LOS ANGELES - Dressed in orange jumpsuits, with shackles on their wrists and ankles, a New Zealander and an Australian have appeared in a United States court to plead not guilty to robbing a bank at gunpoint.
Luke Carroll from New South Wales, and Anthony Prince from New Zealand, both 19, no longer looked like typical teenagers on a working and snowboarding holiday in the US, when they fronted the US District Court in Denver, Colorado.
Under the careful eye of US marshals, the pair, both residents of Byron Bay in northern New South Wales, did not apply for bail and after the hearing were returned to a US federal prison in Denver.
Carroll and Prince pleaded not guilty to robbing a bank in the ski village of Vail of approximately US$130,000 ($185,900).
Prince and Carroll are accused of using BB pellet guns to threaten two female bank employees at Vail's Weststar Bank on March 21.
They were arrested soon after at Denver International Airport after purchasing tickets to fly to Mexico.

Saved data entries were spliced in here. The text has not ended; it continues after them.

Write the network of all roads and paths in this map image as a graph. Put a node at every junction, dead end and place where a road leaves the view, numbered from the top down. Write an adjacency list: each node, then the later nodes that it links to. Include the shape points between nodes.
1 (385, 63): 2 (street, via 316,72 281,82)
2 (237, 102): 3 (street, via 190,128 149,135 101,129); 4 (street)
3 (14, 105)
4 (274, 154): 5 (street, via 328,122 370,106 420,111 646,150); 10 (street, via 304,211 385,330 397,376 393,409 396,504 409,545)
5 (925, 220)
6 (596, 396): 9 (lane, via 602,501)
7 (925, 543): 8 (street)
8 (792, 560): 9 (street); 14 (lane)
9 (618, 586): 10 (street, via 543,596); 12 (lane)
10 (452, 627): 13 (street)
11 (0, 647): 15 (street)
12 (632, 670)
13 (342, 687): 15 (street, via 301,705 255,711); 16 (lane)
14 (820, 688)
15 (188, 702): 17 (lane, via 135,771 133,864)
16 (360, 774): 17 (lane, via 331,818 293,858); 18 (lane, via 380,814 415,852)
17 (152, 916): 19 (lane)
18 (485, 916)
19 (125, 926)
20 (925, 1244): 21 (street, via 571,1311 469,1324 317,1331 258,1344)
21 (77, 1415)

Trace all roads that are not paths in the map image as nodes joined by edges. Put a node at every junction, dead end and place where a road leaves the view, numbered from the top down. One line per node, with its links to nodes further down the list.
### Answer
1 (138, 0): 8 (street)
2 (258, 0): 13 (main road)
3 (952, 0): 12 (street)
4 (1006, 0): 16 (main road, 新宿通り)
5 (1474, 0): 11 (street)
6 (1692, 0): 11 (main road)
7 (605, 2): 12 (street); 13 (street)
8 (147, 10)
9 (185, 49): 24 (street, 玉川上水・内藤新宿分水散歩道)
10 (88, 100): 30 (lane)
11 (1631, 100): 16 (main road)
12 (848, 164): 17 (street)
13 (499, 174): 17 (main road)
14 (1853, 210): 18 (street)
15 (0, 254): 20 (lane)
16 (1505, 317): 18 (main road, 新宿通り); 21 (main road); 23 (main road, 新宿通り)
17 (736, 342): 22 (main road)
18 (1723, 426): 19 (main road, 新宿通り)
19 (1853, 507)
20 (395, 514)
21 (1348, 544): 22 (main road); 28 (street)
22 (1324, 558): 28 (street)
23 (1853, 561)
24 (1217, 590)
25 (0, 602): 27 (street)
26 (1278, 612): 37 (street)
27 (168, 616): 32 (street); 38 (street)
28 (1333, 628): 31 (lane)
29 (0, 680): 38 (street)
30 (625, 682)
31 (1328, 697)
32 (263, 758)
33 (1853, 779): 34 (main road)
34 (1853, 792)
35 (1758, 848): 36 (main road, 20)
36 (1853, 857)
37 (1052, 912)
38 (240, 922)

A trial has been set for May 31.
Prince, a New Zealand passport holder, and Carroll left their homes in the Byron Bay area in November last year for the snowboarding and working holiday in the US. They face up to 25 years in a US prison if convicted.
US Attorney's Office spokesman Jeff Dorschner said if Carroll or Prince had attempted to apply for bail today it would have been vehemently opposed by the US government.
"The government was going to argue they are both a danger to the community and a risk of flight," Dorschner told AAP.
"That's based on the violent nature of the bank robbery and based on the fact they bought a ticket trying to leave the country."
Dorschner said if Prince and Carroll had won bail today they would not have been free. US immigration officers would have taken the pair into custody.
"Immigration has a detainer on both defendants so even if they were to bond out of criminal custody, they would just be picked up by immigration authorities," Dorschner said.
The bank robbery has grabbed headlines in the US, particularly in the beautiful ski resort of Vail, for the way authorities quickly identified Prince and Carroll as suspects.
The bank attendants noted the robbers had accents, possibly Australian, and wore name tags similar to tags used by employees at the sports store Prince and Carroll worked at in Vail.
Police knew of Prince and Carroll after they were arrested in Vail in January for allegedly shooting at windows with BB guns.
When police and the FBI matched the descriptions and accents of the January incident with the bank robbery, they circulated mug shots of Prince and Carroll.
An alert officer at Denver airport, who had earlier looked at the mug shots, identified Prince and Carroll at a security checkpoint and then, after noting the pair had accents, arrested them.